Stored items
──────────

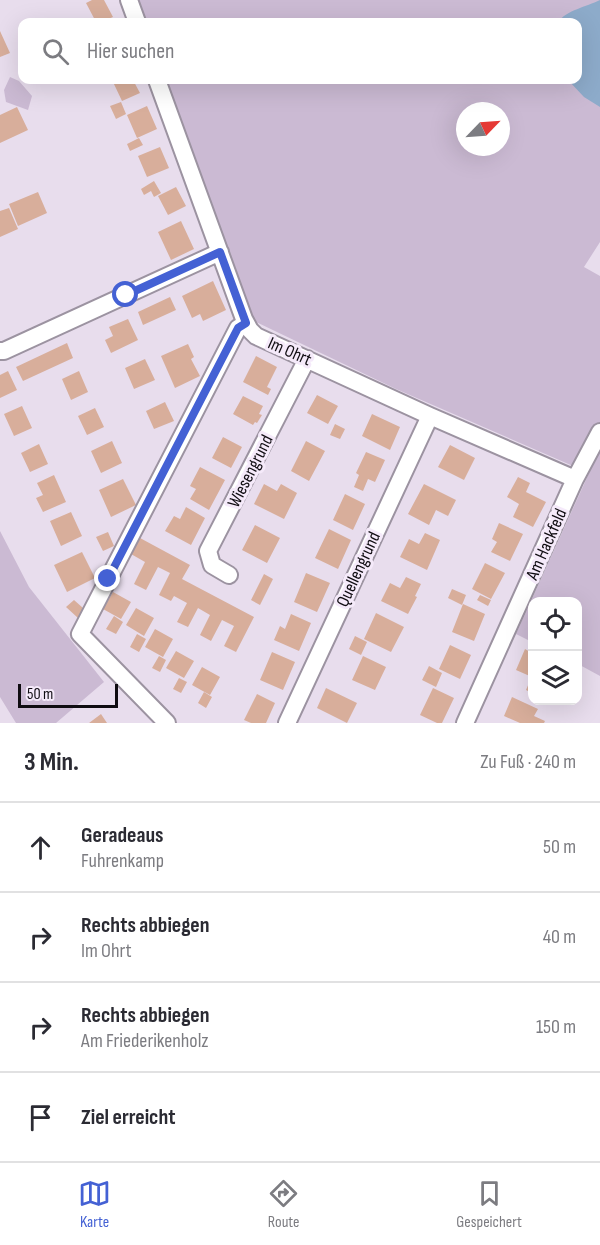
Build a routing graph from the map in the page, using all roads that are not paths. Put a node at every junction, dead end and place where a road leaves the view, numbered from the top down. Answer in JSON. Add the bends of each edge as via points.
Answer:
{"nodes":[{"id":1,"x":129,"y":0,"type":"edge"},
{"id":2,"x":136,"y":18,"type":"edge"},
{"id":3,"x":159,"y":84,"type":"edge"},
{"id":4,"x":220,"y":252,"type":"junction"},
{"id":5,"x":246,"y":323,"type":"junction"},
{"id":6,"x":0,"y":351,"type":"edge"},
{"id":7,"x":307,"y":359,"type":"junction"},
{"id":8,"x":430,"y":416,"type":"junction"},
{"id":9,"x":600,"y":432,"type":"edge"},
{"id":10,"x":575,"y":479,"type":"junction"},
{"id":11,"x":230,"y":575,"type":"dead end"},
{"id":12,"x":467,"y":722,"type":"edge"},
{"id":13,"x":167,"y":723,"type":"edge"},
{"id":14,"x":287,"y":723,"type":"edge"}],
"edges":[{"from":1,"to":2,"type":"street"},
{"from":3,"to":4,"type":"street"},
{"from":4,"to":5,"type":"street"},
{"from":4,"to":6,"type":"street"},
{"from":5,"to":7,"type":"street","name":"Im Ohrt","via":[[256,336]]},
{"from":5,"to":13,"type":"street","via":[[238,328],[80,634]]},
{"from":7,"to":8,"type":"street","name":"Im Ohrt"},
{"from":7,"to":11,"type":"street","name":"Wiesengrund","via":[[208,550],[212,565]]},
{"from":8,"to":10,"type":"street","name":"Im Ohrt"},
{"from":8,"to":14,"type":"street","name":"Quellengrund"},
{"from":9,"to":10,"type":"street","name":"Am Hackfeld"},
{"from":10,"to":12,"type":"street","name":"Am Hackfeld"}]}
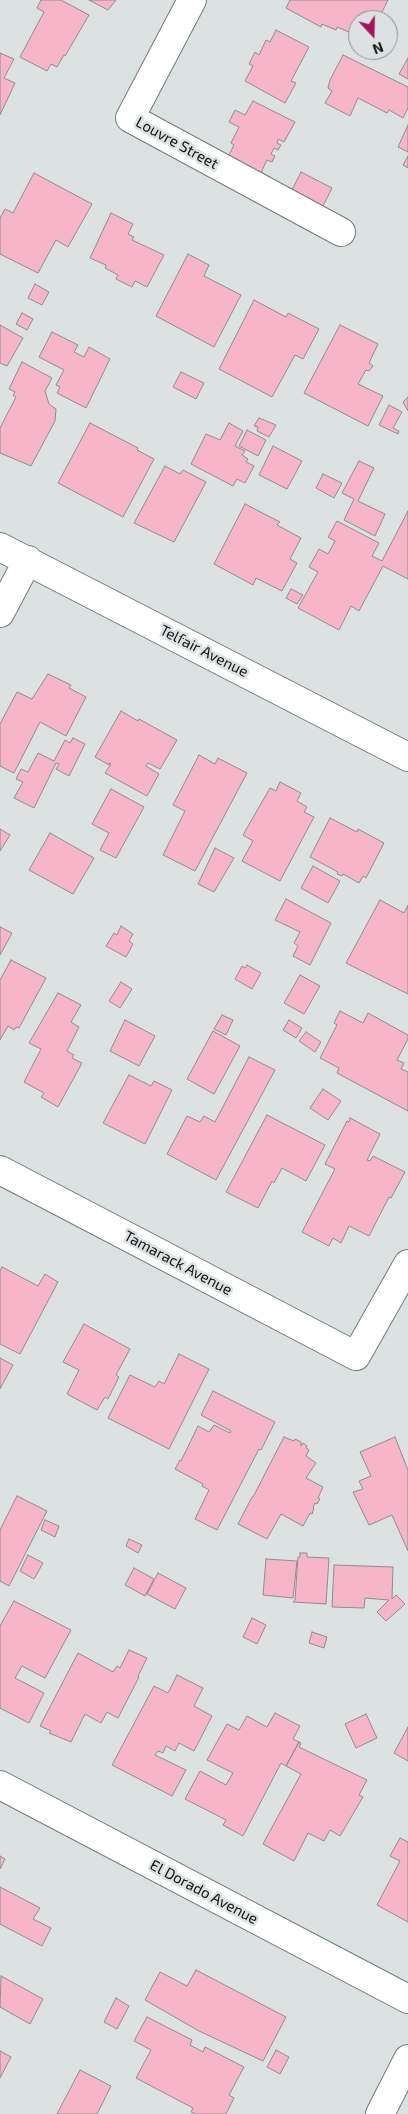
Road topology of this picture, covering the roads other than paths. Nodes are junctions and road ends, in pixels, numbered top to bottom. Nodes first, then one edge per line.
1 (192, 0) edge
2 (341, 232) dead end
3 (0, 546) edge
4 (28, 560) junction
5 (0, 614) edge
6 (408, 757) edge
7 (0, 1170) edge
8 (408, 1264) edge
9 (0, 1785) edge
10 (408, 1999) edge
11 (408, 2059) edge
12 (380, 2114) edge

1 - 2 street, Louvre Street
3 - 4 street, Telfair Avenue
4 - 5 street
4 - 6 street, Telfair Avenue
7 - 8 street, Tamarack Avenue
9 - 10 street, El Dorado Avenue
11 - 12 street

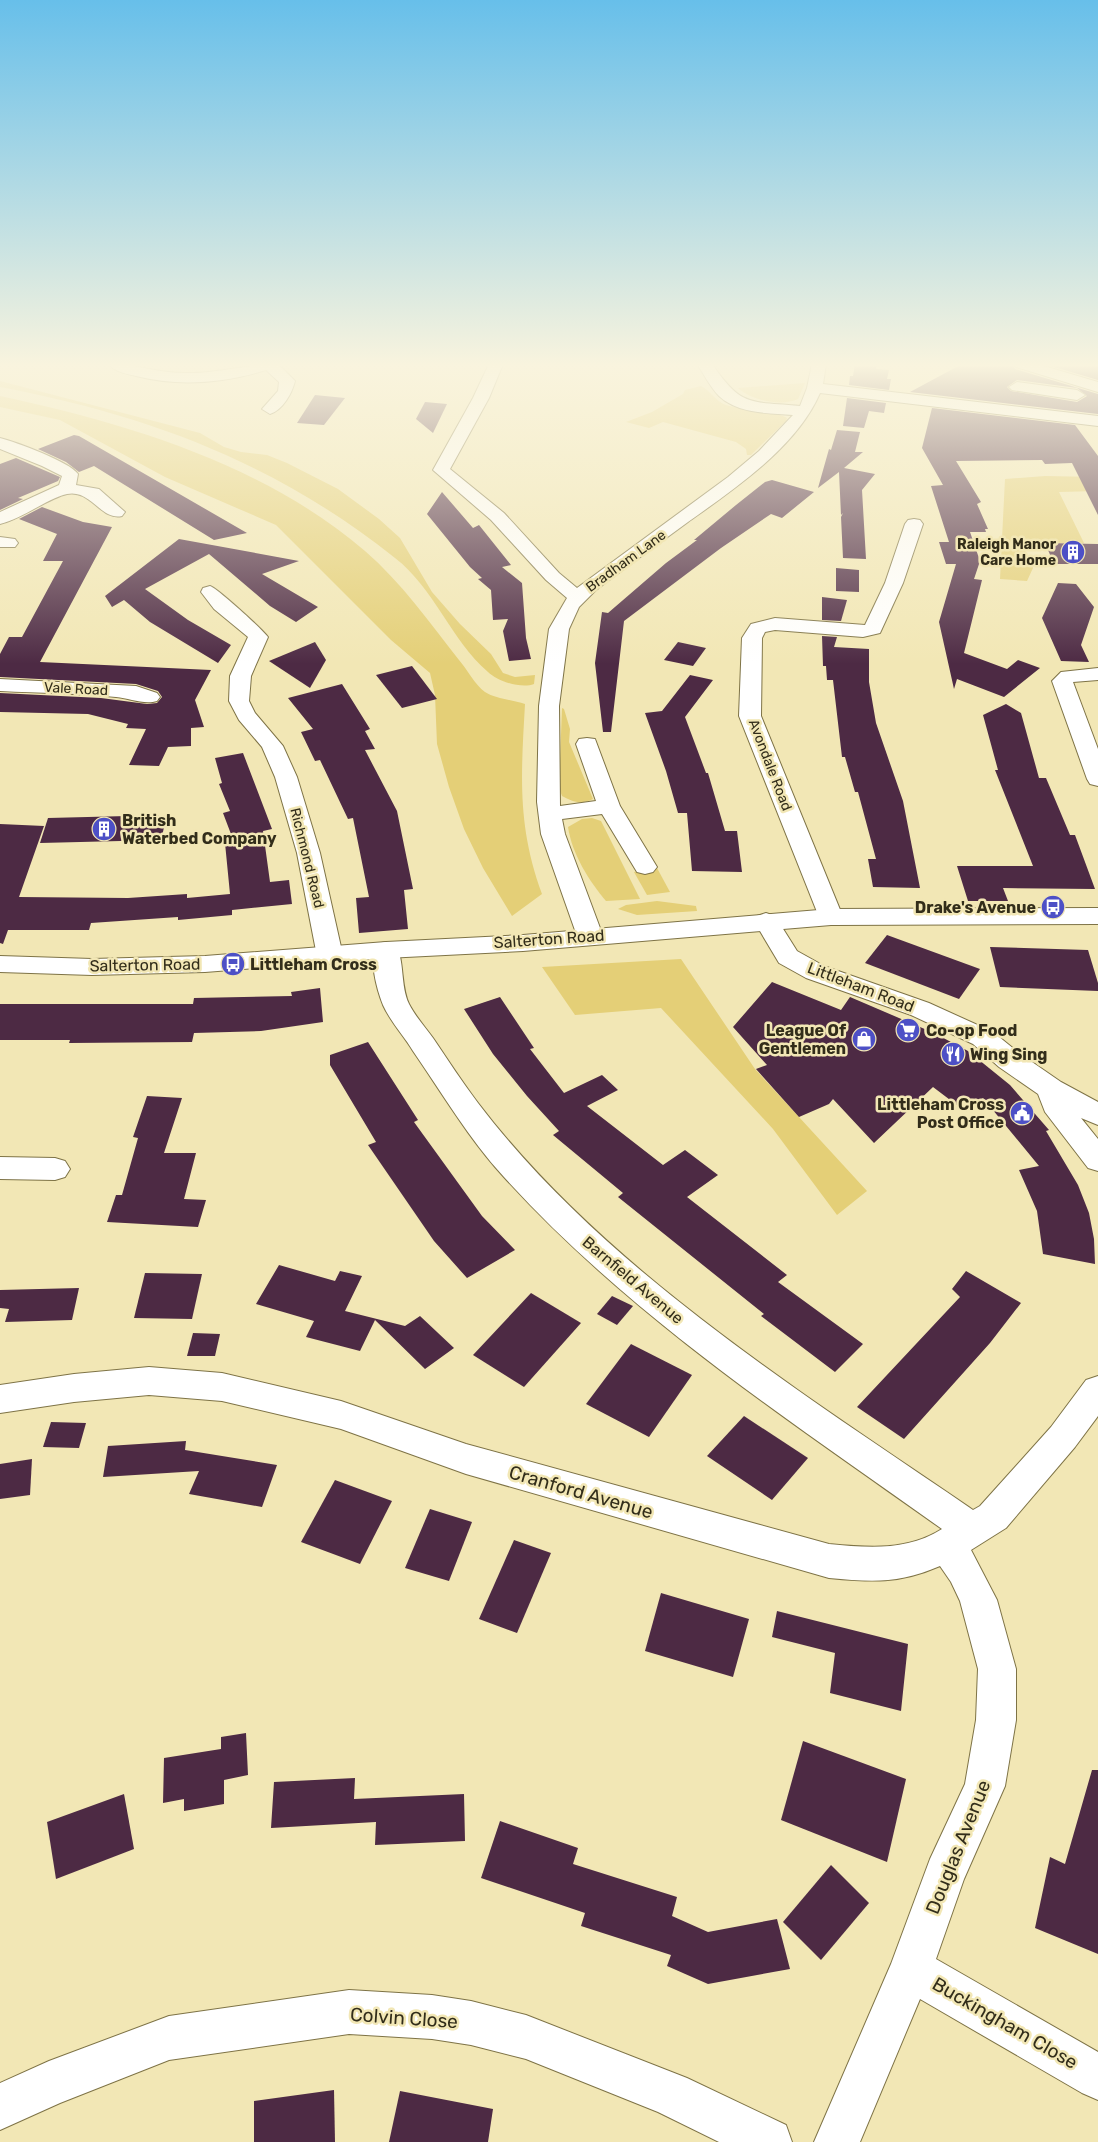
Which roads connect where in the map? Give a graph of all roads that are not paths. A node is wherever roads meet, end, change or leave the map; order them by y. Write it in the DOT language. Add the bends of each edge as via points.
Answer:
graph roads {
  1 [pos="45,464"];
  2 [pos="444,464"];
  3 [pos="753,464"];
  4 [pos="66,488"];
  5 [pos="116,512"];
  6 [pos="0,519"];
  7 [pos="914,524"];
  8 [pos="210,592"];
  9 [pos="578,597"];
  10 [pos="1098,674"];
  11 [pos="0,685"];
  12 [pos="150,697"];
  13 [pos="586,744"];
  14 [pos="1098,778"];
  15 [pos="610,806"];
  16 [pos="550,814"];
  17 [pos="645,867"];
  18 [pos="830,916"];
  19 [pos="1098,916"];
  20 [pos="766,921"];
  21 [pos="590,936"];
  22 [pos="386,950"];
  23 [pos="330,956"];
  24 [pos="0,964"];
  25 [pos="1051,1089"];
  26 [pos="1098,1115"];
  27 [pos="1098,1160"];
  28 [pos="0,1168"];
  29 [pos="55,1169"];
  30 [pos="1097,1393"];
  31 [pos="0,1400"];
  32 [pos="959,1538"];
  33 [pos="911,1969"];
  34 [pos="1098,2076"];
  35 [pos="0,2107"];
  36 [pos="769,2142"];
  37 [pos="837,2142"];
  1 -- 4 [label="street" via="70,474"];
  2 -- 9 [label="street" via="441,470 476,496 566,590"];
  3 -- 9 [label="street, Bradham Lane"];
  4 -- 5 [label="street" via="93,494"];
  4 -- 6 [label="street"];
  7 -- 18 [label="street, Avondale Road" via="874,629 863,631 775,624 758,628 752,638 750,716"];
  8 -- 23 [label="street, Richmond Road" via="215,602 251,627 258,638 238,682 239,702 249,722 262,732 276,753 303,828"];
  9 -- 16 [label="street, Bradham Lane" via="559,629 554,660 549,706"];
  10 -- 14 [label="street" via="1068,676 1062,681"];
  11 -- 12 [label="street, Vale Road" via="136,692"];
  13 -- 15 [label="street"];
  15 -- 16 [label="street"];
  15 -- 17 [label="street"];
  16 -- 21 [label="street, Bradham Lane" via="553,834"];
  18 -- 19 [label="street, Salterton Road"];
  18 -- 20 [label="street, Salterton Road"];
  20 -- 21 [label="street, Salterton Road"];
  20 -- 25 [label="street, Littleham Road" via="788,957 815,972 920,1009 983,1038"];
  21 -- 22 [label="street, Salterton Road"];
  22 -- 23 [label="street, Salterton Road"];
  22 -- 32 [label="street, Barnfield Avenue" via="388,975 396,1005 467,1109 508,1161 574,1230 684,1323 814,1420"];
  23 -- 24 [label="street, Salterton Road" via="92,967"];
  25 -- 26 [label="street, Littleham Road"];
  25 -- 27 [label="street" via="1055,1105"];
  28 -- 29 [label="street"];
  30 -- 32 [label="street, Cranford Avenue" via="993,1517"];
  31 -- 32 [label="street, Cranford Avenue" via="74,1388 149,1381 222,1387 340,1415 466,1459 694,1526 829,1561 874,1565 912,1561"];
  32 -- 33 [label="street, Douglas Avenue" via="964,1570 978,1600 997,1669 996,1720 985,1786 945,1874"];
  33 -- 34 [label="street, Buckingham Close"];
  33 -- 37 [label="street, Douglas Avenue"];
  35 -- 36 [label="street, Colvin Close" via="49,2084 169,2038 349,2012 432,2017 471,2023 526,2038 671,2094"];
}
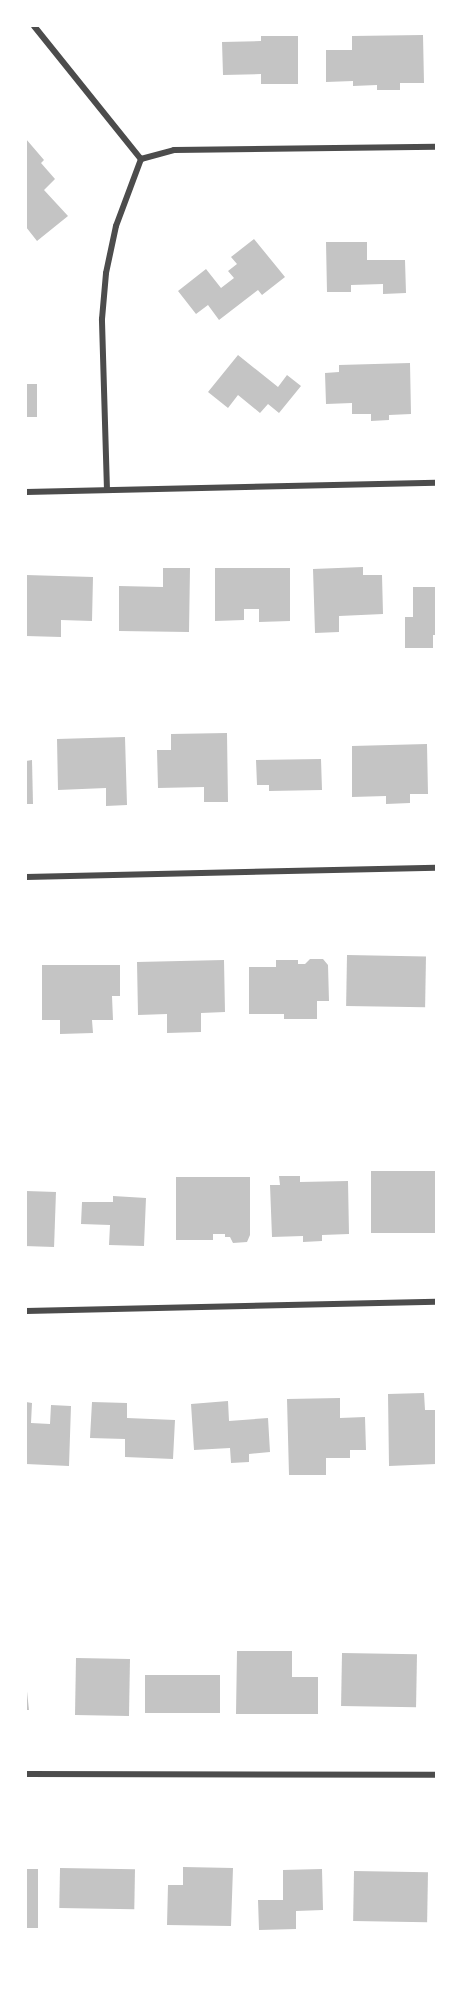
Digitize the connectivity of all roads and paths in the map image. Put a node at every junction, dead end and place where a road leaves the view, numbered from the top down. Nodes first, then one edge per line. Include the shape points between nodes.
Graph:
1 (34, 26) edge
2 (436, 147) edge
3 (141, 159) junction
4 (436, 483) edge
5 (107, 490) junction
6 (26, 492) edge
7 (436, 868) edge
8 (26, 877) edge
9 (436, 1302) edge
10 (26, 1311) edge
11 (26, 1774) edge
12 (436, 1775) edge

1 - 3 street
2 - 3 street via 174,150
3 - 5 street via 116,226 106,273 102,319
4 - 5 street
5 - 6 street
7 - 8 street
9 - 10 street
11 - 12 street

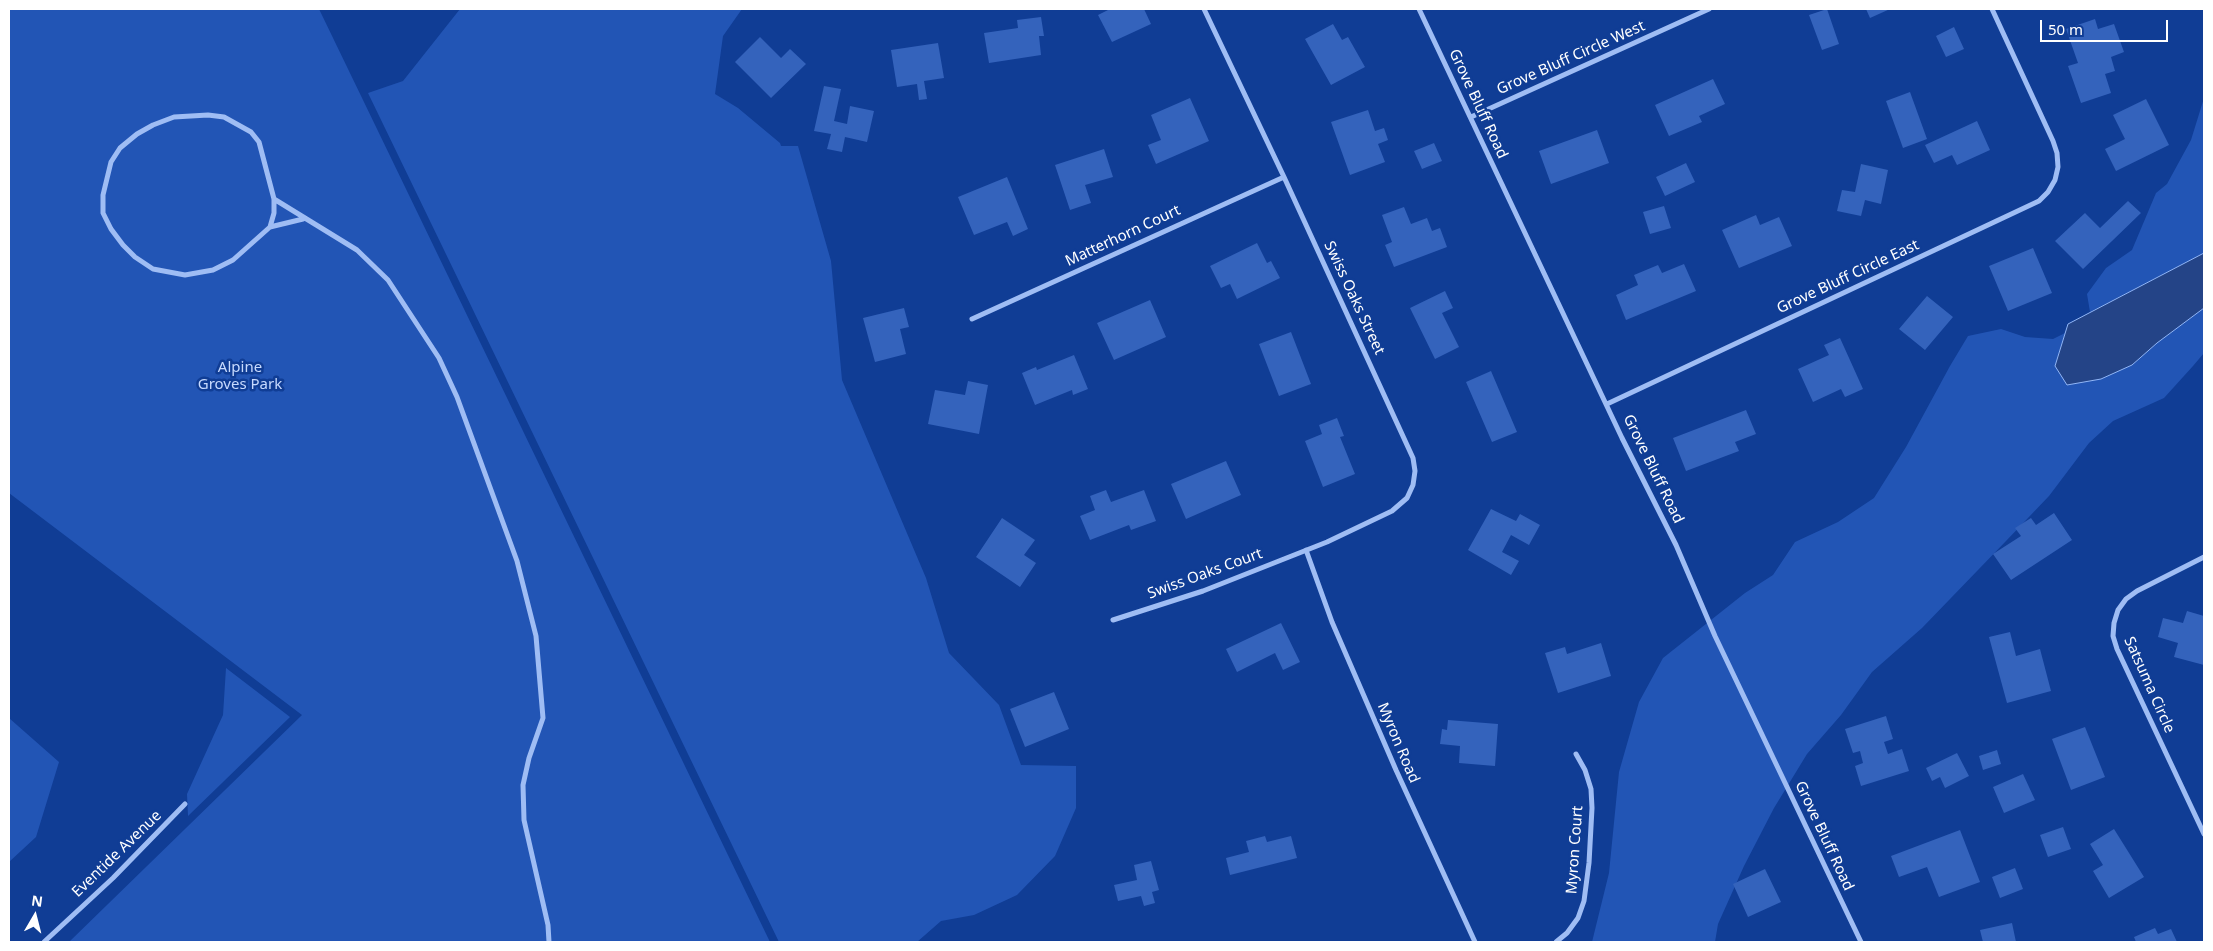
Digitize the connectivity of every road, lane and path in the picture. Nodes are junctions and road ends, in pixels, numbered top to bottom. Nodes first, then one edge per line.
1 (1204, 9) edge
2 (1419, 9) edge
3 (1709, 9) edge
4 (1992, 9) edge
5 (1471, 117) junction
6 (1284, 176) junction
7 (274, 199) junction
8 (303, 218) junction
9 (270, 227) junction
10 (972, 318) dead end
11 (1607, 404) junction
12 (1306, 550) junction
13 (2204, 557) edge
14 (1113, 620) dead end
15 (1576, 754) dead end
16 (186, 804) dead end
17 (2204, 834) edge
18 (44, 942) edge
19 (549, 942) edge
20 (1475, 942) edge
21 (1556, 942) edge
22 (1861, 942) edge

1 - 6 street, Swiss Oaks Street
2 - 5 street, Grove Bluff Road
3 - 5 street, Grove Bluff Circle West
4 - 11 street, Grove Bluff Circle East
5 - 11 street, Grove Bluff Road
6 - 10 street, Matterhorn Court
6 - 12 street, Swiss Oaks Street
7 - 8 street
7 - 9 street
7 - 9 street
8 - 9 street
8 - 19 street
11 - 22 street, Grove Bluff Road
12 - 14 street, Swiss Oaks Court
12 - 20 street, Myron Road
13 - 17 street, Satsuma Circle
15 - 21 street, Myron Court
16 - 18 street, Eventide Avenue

──────────

- WORK REQUIRED
Write down every line of the data above that includes the string "place".

- TASK RESULT
Build a routing graph from the map in the page, using all roads that are not paths. Put a node at every junction, dead end and place where a road leaves the view, numbered from the top down. Answer in JSON. Add the bends of each edge as via points.
Digitize the connectivity of all roads and paths in the map image. Put a node at every junction, dead end and place where a road leaves the view, numbered from the top down. Nodes first, then one edge per line. Include the shape points between nodes.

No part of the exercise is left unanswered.